[[ Dataset records open ]]

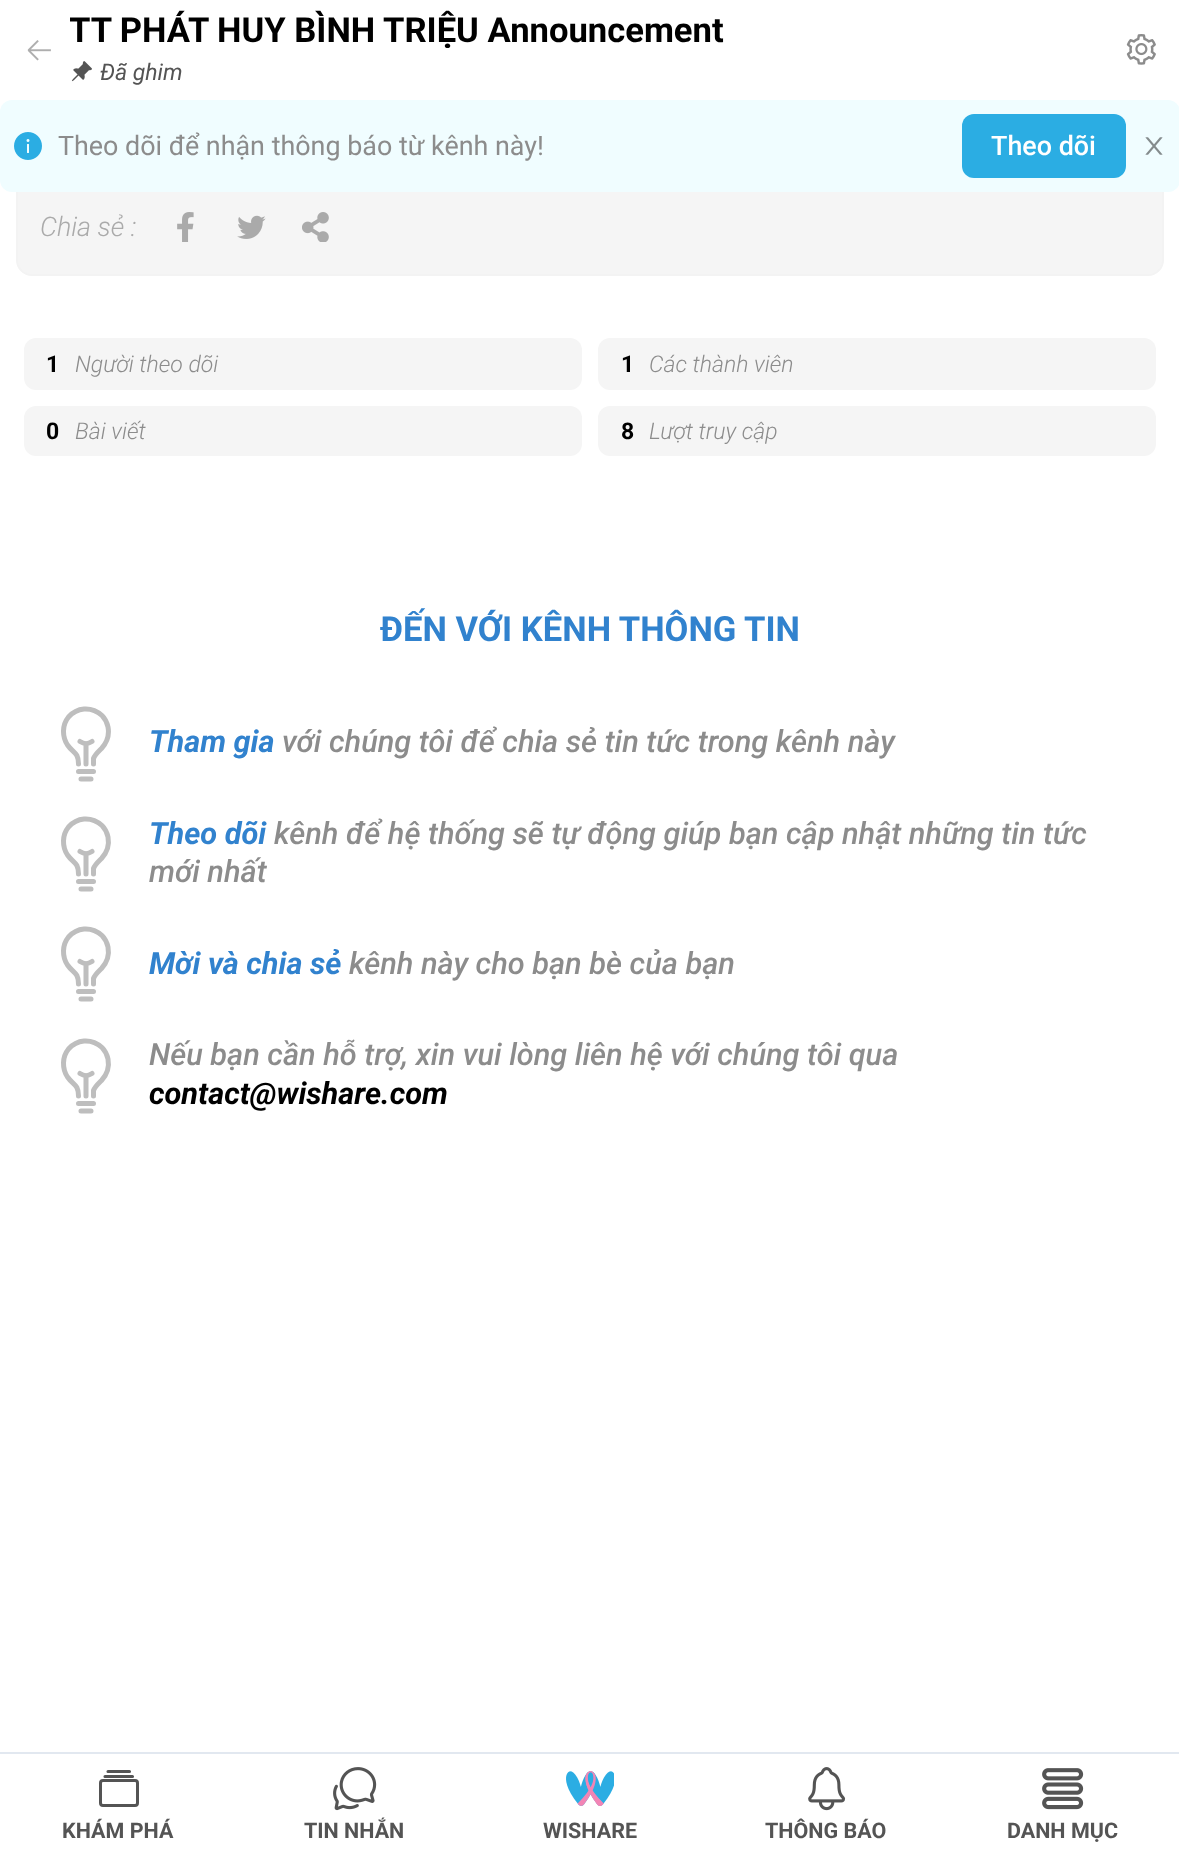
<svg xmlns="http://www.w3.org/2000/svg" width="1179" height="1854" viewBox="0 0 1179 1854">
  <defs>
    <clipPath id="clip1"><rect x="70" y="10" width="1040" height="44"/></clipPath>
  </defs>
  <rect width="100%" height="100%" fill="#ffffff"/>
  <rect x="17" y="95" width="1146" height="180" rx="15" fill="#f5f5f5" stroke="#f3f3f3" stroke-width="2"/>
  <rect x="19" y="94" width="1141" height="6" fill="#ffffff"/>
  <image x="27" y="40" width="24" height="21" href="img1.png"/>
  <g clip-path="url(#clip1)">
    <text x="69" y="42" font-family="Roboto" font-size="34.6" font-weight="bold" fill="#000000">TT PHÁT HUY BÌNH TRIỆU Announcement</text>
  </g>
  <image x="71" y="61" width="21" height="21" href="img2.png"/>
  <text x="100" y="80" font-family="Roboto" font-size="23" font-style="italic" fill="#545454">Đã ghim</text>
  <image x="1126" y="34" width="30" height="31" href="img3.png"/>
  <rect x="0" y="100" width="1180" height="92" rx="12" fill="#f0fdff"/>
  <image x="14" y="132" width="28" height="28" href="img4.png"/>
  <text x="58" y="155" font-family="Roboto" font-size="26.9" fill="#8c8c8c">Theo dõi để nhận thông báo từ kênh này!</text>
  <rect x="962" y="114" width="164" height="64" rx="12" fill="#2bade3"/>
  <text x="991" y="155" font-family="Roboto" font-size="26.9" font-weight="500" fill="#ffffff">Theo dõi</text>
  <image x="1145" y="137" width="18" height="18" href="img5.png"/>
  <text x="40" y="236" font-family="Roboto" font-size="26.9" font-weight="300" font-style="italic" fill="#aaaaaa">Chia sẻ :</text>
  <image x="177" y="212" width="17" height="30" href="img6.png"/>
  <image x="237" y="215" width="29" height="24" href="img7.png"/>
  <image x="302" y="212" width="27" height="30" href="img8.png"/>
  <rect x="24" y="338" width="558" height="52" rx="12" fill="#f5f5f5"/>
  <text x="46" y="372" font-family="Roboto" font-size="23" font-weight="bold" fill="#000000">1</text>
  <text x="75" y="372" font-family="Roboto" font-size="23" font-weight="300" font-style="italic" fill="#8c8c8c">Người theo dõi</text>
  <rect x="598" y="338" width="558" height="52" rx="12" fill="#f5f5f5"/>
  <text x="621" y="372" font-family="Roboto" font-size="23" font-weight="bold" fill="#000000">1</text>
  <text x="649" y="372" font-family="Roboto" font-size="23" font-weight="300" font-style="italic" fill="#8c8c8c">Các thành viên</text>
  <rect x="24" y="406" width="558" height="50" rx="12" fill="#f5f5f5"/>
  <text x="46" y="439" font-family="Roboto" font-size="23" font-weight="bold" fill="#000000">0</text>
  <text x="75" y="439" font-family="Roboto" font-size="23" font-weight="300" font-style="italic" fill="#8c8c8c">Bài viết</text>
  <rect x="598" y="406" width="558" height="50" rx="12" fill="#f5f5f5"/>
  <text x="621" y="439" font-family="Roboto" font-size="23" font-weight="bold" fill="#000000">8</text>
  <text x="649" y="439" font-family="Roboto" font-size="23" font-weight="300" font-style="italic" fill="#8c8c8c">Lượt truy cập</text>
  <text x="380" y="641" font-family="Roboto" font-size="34.6" font-weight="bold" fill="#3182ce">ĐẾN VỚI KÊNH THÔNG TIN</text>
  <path d="M93.5 764V758.5C95 754.5 98.5 751.5 101.5 748.5C107 742.5 109.5 735 108 727C107 722.5 105 718.5 102 715.5C97 711 90.5 708.5 84 709C78 709.5 72.5 712.5 68.5 717C62 725 62 736.5 67.5 745C73 753 78.5 752 78.5 764M81 779H91M78.5 771.5H93.5M86 764V744" fill="none" stroke="#bebebe" stroke-width="5" stroke-linecap="round" stroke-linejoin="round"/>
  <path d="M92 741.5C87.5 744.5 84.5 744.5 80 741.5" fill="none" stroke="#bebebe" stroke-width="5" stroke-linecap="round" stroke-linejoin="round"/>
  <text x="149" y="752" font-family="Roboto" font-size="30.75" font-weight="bold" font-style="italic" fill="#3182ce">Tham gia</text>
  <text x="282" y="752" font-family="Roboto" font-size="30.75" font-weight="500" font-style="italic" fill="#8c8c8c">với chúng tôi để chia sẻ tin tức trong kênh này</text>
  <path d="M93.5 874V868.5C95 864.5 98.5 861.5 101.5 858.5C107 852.5 109.5 845 108 837C107 832.5 105 828.5 102 825.5C97 821 90.5 818.5 84 819C78 819.5 72.5 822.5 68.5 827C62 835 62 846.5 67.5 855C73 863 78.5 862 78.5 874M81 889H91M78.5 881.5H93.5M86 874V854" fill="none" stroke="#bebebe" stroke-width="5" stroke-linecap="round" stroke-linejoin="round"/>
  <path d="M92 851.5C87.5 854.5 84.5 854.5 80 851.5" fill="none" stroke="#bebebe" stroke-width="5" stroke-linecap="round" stroke-linejoin="round"/>
  <text x="149" y="844" font-family="Roboto" font-size="30.75" font-weight="bold" font-style="italic" fill="#3182ce">Theo dõi</text>
  <text x="274" y="844" font-family="Roboto" font-size="30.75" font-weight="500" font-style="italic" fill="#8c8c8c">kênh để hệ thống sẽ tự động giúp bạn cập nhật những tin tức</text>
  <text x="149" y="882" font-family="Roboto" font-size="30.75" font-weight="500" font-style="italic" fill="#8c8c8c">mới nhất</text>
  <path d="M93.5 984V978.5C95 974.5 98.5 971.5 101.5 968.5C107 962.5 109.5 955 108 947C107 942.5 105 938.5 102 935.5C97 931 90.5 928.5 84 929C78 929.5 72.5 932.5 68.5 937C62 945 62 956.5 67.5 965C73 973 78.5 972 78.5 984M81 999H91M78.5 991.5H93.5M86 984V964" fill="none" stroke="#bebebe" stroke-width="5" stroke-linecap="round" stroke-linejoin="round"/>
  <path d="M92 961.5C87.5 964.5 84.5 964.5 80 961.5" fill="none" stroke="#bebebe" stroke-width="5" stroke-linecap="round" stroke-linejoin="round"/>
  <text x="149" y="974" font-family="Roboto" font-size="30.75" font-weight="bold" font-style="italic" fill="#3182ce">Mời và chia sẻ</text>
  <text x="349" y="974" font-family="Roboto" font-size="30.75" font-weight="500" font-style="italic" fill="#8c8c8c">kênh này cho bạn bè của bạn</text>
  <path d="M93.5 1096V1090.5C95 1086.5 98.5 1083.5 101.5 1080.5C107 1074.5 109.5 1067 108 1059C107 1054.5 105 1050.5 102 1047.5C97 1043 90.5 1040.5 84 1041C78 1041.5 72.5 1044.5 68.5 1049C62 1057 62 1068.5 67.5 1077C73 1085 78.5 1084 78.5 1096M81 1111H91M78.5 1103.5H93.5M86 1096V1076" fill="none" stroke="#bebebe" stroke-width="5" stroke-linecap="round" stroke-linejoin="round"/>
  <path d="M92 1073.5C87.5 1076.5 84.5 1076.5 80 1073.5" fill="none" stroke="#bebebe" stroke-width="5" stroke-linecap="round" stroke-linejoin="round"/>
  <text x="149" y="1065" font-family="Roboto" font-size="30.75" font-weight="500" font-style="italic" fill="#8c8c8c">Nếu bạn cần hỗ trợ, xin vui lòng liên hệ với chúng tôi qua</text>
  <text x="149" y="1104" font-family="Roboto" font-size="30.75" font-weight="bold" font-style="italic" fill="#000000">contact@wishare.com</text>
  <rect x="0" y="1752" width="1179" height="2" fill="#e2e8f0"/>
  <rect x="100.5" y="1780.5" width="37" height="25" rx="2.5" fill="none" stroke="#545454" stroke-width="3"/>
  <path d="M108 1771.5H129.5M105 1776.5H132.5" fill="none" stroke="#545454" stroke-width="3.1" stroke-linecap="round"/>
  <text x="62" y="1838" font-family="Roboto" font-size="21.5" font-weight="bold" fill="#545454">KHÁM PHÁ</text>
  <image x="333" y="1767" width="44" height="44" href="img9.png"/>
  <text x="304" y="1838" font-family="Roboto" font-size="21.5" font-weight="bold" fill="#545454">TIN NHẮN</text>
  <image x="566" y="1771" width="48" height="35" href="img10.png"/>
  <text x="543" y="1838" font-family="Roboto" font-size="21.5" font-weight="bold" fill="#545454">WISHARE</text>
  <image x="808" y="1767" width="38" height="44" href="img11.png"/>
  <text x="765" y="1838" font-family="Roboto" font-size="21.5" font-weight="bold" fill="#545454">THÔNG BÁO</text>
  <image x="1042" y="1768" width="42" height="42" href="img12.png"/>
  <text x="1007" y="1838" font-family="Roboto" font-size="21.5" font-weight="bold" fill="#545454">DANH MỤC</text>
</svg>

[[ Dataset records closed ]]

■ Exercise objective ■
Report the number of lines in the entries where the word "href" occurs, and add nothing else.

■ Output for this exercise ■
12